Борис помолчал для важности и говорит:
– Чуть под колёса мне не бросилась, дурная. Гляжу, машет руками как очумелая и дрожит, напугал, видно, кто. Глаза-то её видели? То-то. Я сначала не разобрал, а потом гляжу: то Ленка-плясунья. Вот так, попей её, родимую…
Про Ленку-плясунью на деревне всякое, знаешь, болтают – такая, слышь-ка, небывальщина, что и на веру не возьмёшь. А познакомишься да приглядишься – тут и засомневаешься: может, и правда всё…
И то верно, самая она на деревне весёлая-развесёлая. Где песни поют, там она первым голосом ведёт. А хохотунья справная! Такого звонкого смеха нигде не сыскать! Над мужиками подтрунить – это её первейшая потеха. С серьёзным лицом к ней и не подходи: сразу же шабунять да изгильничать станет. Так обсмеёт, что после седьмой дорогой обходить будешь и головой крутить, как бы на Ленку не наскочить.
Странность за ней водится – не раз селяне подмечали и дивовались. Пьёт наравне с мужиками, да ещё лише – только подавай. Иной крепкущий мужик столь не потянет да в сон рухнет, сколько себе Ленка-плясунья в нутро прольёт. А на утро, после пьянству-то, все пластом лежат и с похмелины маются, а Ленке хоть бы что, и будто ещё здоровее стала. Спросонков только глянет, осмотрит место лихой пирушки – не осталось ли чего? – да песню затянет, и по дому ладить возьмётся.
Однажды с ней в городе история случилось. Сидела в кабаке каком-то ну и увидела, как пятеро мужичонков заказали бутылку водки и пять стаканов. Лена недолго думая подозвала официанта и заказала… пять бутылок и один стакан. И всё это спокойнёхонько выпила. Вдобавок ещё трезвей осталась тех пятерых. Не мудрено, конечно, обычное для неё дело, а тогда удивила людей, позабавила.
Сейчас-то Лена одна в избушке хозяит, а раньше-то два раза взамуж ходила.
Первый муж у неё Семён был. Он-то свой, канилинец, родственники его по всей деревне живут. А Лену со стороны взял, с другой какой-то, дальней деревеньки. Мало кому она по нраву пришлась. Юркая да востроглазая, и всё-то по своей думке перегибала.
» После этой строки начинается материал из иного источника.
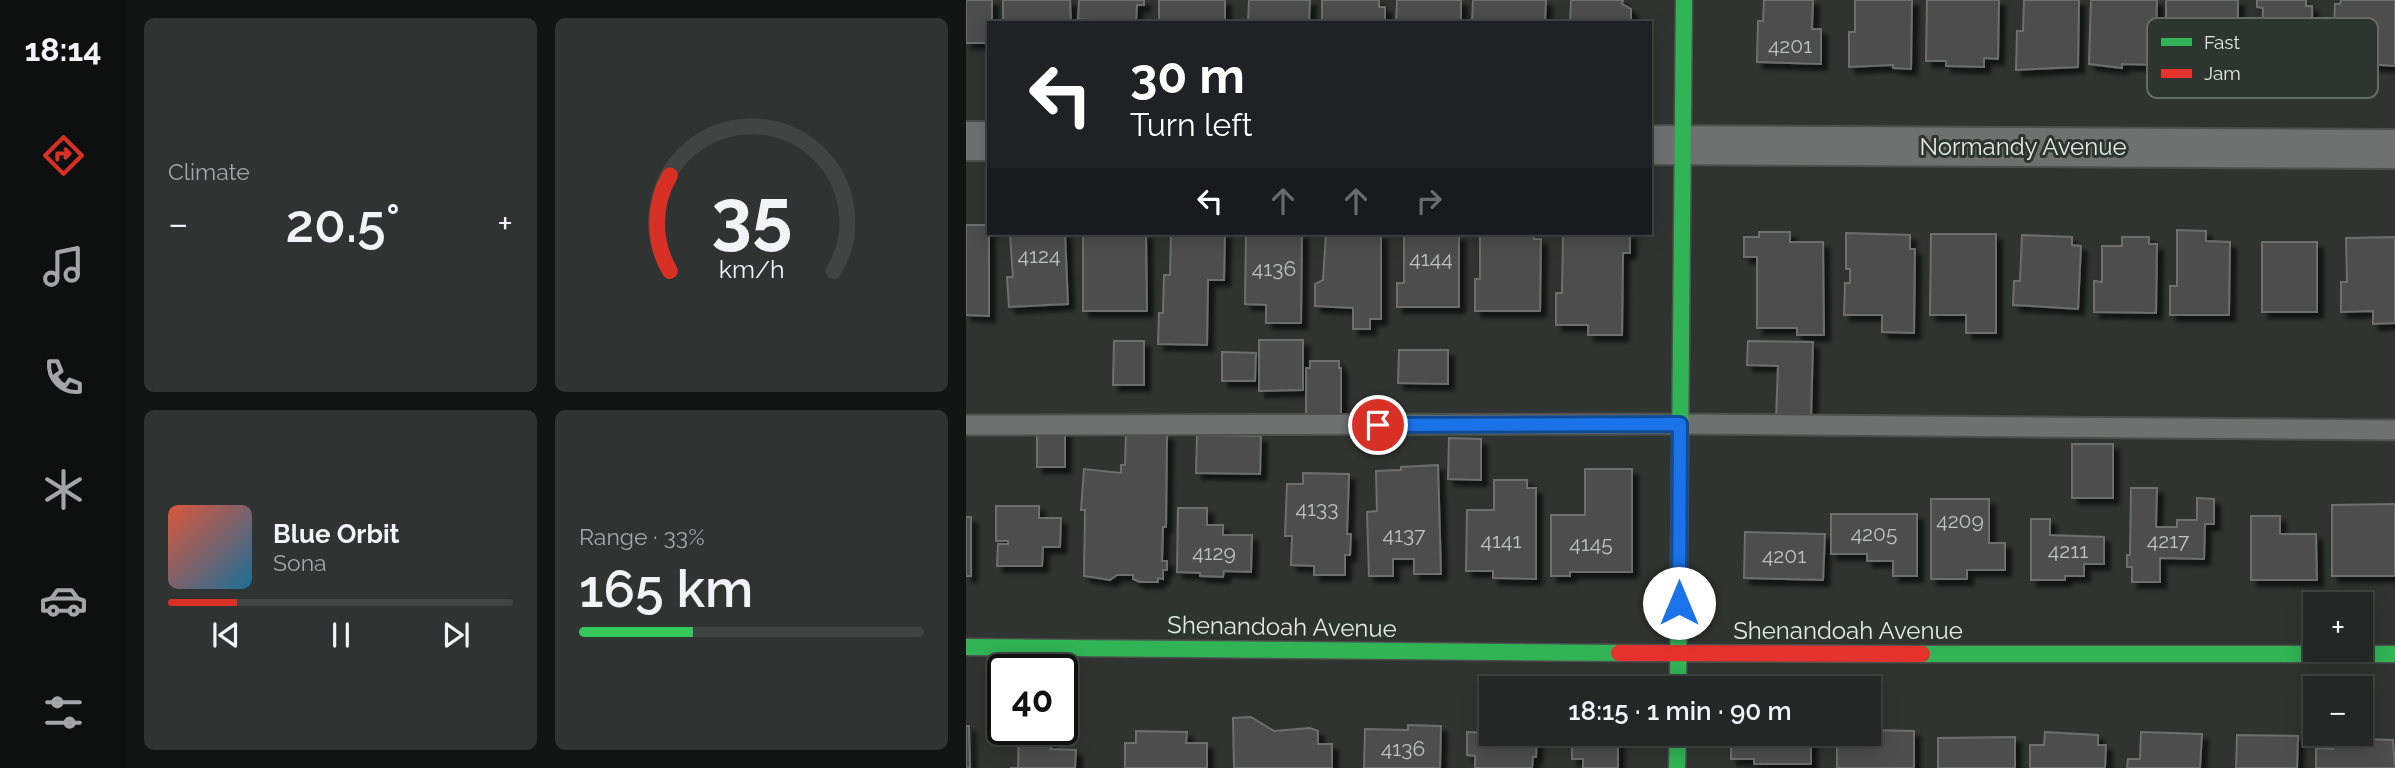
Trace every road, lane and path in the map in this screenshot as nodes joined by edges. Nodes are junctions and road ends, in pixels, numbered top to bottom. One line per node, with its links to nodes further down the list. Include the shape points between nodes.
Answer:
1 (1684, 0): 4 (street)
2 (966, 141): 3 (street)
3 (987, 141)
4 (1666, 145): 5 (street, Normandy Avenue); 6 (street)
5 (2395, 149)
6 (1680, 424): 7 (lane); 8 (lane); 10 (street)
7 (966, 425)
8 (2395, 430)
9 (966, 647): 10 (street, Shenandoah Avenue)
10 (1678, 654): 11 (street, Shenandoah Avenue); 12 (street)
11 (2395, 654)
12 (1678, 676)
13 (1678, 746): 14 (street)
14 (1677, 768)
Сразу, слышь-ка, не схотела с родителями Семёна жить. Стребовала, чтобы он свой дом ставил. А Семён что? Не очень-то и противился, во всём её слушался и не перечил – сильную, сказывали, она над ним власть взяла. До работы и вовсе неохочая оказалась, всё боле по гостям Сёму тянула и на пирушки-гулянки рядилась.
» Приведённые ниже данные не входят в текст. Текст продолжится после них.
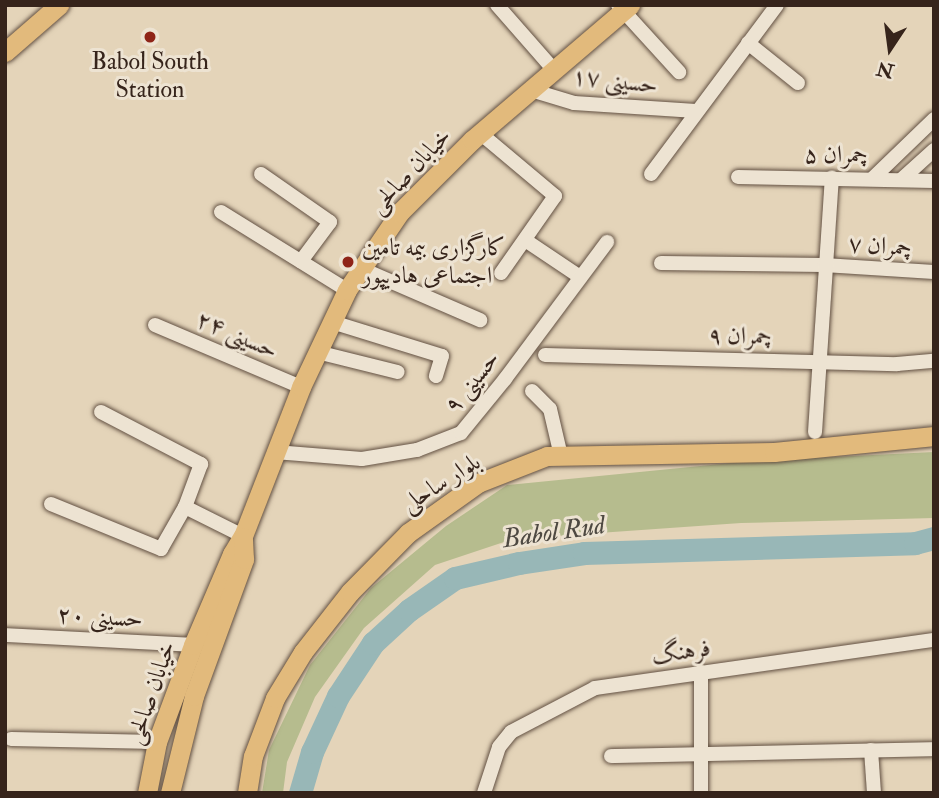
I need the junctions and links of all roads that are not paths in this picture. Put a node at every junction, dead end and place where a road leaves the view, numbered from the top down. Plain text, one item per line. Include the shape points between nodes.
1 (59, 5) edge
2 (496, 5) edge
3 (624, 7) edge
4 (769, 8) edge
5 (748, 43) junction
6 (5, 52) edge
7 (554, 70) junction
8 (679, 72) dead end
9 (798, 83) dead end
10 (531, 90) junction
11 (696, 111) junction
12 (934, 119) edge
13 (480, 133) junction
14 (934, 150) edge
15 (261, 174) dead end
16 (651, 174) dead end
17 (738, 177) dead end
18 (832, 178) junction
19 (873, 178) junction
20 (902, 179) junction
21 (934, 181) edge
22 (221, 212) dead end
23 (525, 240) junction
24 (607, 242) dead end
25 (301, 261) junction
26 (661, 263) dead end
27 (824, 265) junction
28 (362, 269) junction
29 (934, 272) edge
30 (502, 273) dead end
31 (580, 277) junction
32 (347, 290) junction
33 (480, 320) dead end
34 (332, 322) junction
35 (155, 325) dead end
36 (317, 352) junction
37 (545, 355) dead end
38 (820, 361) junction
39 (934, 361) edge
40 (398, 372) dead end
41 (436, 376) dead end
42 (301, 387) junction
43 (532, 391) dead end
44 (102, 412) dead end
45 (815, 432) dead end
46 (934, 436) edge
47 (275, 452) junction
48 (561, 456) junction
49 (51, 505) dead end
50 (185, 507) junction
51 (243, 536) junction
52 (5, 635) edge
53 (934, 640) edge
54 (192, 645) junction
55 (701, 672) junction
56 (11, 739) dead end
57 (156, 742) junction
58 (934, 749) edge
59 (871, 750) junction
60 (701, 754) junction
61 (611, 756) dead end
62 (147, 793) edge
63 (170, 793) edge
64 (247, 793) edge
65 (484, 793) edge
66 (701, 793) edge
67 (874, 793) edge

1 - 6 main road
2 - 7 street
3 - 7 main road, خيابان صالحی
3 - 8 street
4 - 5 street
5 - 9 street
5 - 11 street
7 - 10 main road, خيابان صالحی
10 - 11 street, حسینی ۱۷ via 574,103
10 - 13 main road, خيابان صالحی
11 - 16 street
12 - 19 street
13 - 23 street via 555,196
13 - 28 main road, خيابان صالحی via 400,212
14 - 20 street
15 - 25 street via 330,222
17 - 18 street, چمران ۵
18 - 19 street, چمران ۵
18 - 27 street
19 - 20 street, چمران ۵
20 - 21 street, چمران ۵
22 - 25 street
23 - 30 street
23 - 31 street
24 - 31 street, حسینی ٩
25 - 32 street
26 - 27 street, چمران ۷
27 - 29 street, چمران ۷
27 - 38 street
28 - 32 main road, خيابان صالحی
28 - 33 street
31 - 47 street, حسینی ٩ via 461,433 417,450 362,459
32 - 34 main road, خيابان صالحی
34 - 36 main road, خيابان صالحی
34 - 41 street via 442,356
35 - 42 street, حسینی ۲۴
36 - 40 street
36 - 42 main road, خيابان صالحی
37 - 38 street, چمران ۹
38 - 39 street, چمران ۹
38 - 45 street
42 - 47 main road, خيابان صالحی
43 - 48 street via 550,410
44 - 50 street via 201,464
46 - 48 main road, بلوار ساحلی via 774,452
47 - 51 main road, خيابان صالحی
48 - 64 main road, بلوار ساحلی via 547,456 478,483 408,533 350,592 303,652 275,698 253,756
49 - 50 street via 161,549
50 - 51 street
51 - 54 main road, خيابان صالحی
51 - 63 main road, خيابان صالحی via 244,559 194,696
52 - 54 street, حسینی ٢٠
53 - 55 street, فرهنگ
54 - 57 main road, خيابان صالحی
55 - 60 street
55 - 65 street, فرهنگ via 595,688 519,726 502,742
56 - 57 street
57 - 62 main road, خيابان صالحی
58 - 59 street
59 - 60 street
59 - 67 street
60 - 61 street
60 - 66 street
Только не зажились они в новом доме. Семён-то и ростом высоконек и в плечах широк был, а на поверку хрусткий оказался… От малой хвори отбиться не мог. Стал всякую таблетку на вкус пробовать и силу в ней искать, – может, оттого пуще хиреть и начал… А быть может, ещё какая подсоба была… Годов-то сколь минуло – кто сейчас скажет?
Ну и вовсе исчах. Так и положили в землю: тело сохлое, кожа на костях висит, веса-то в нём никакого и не стало.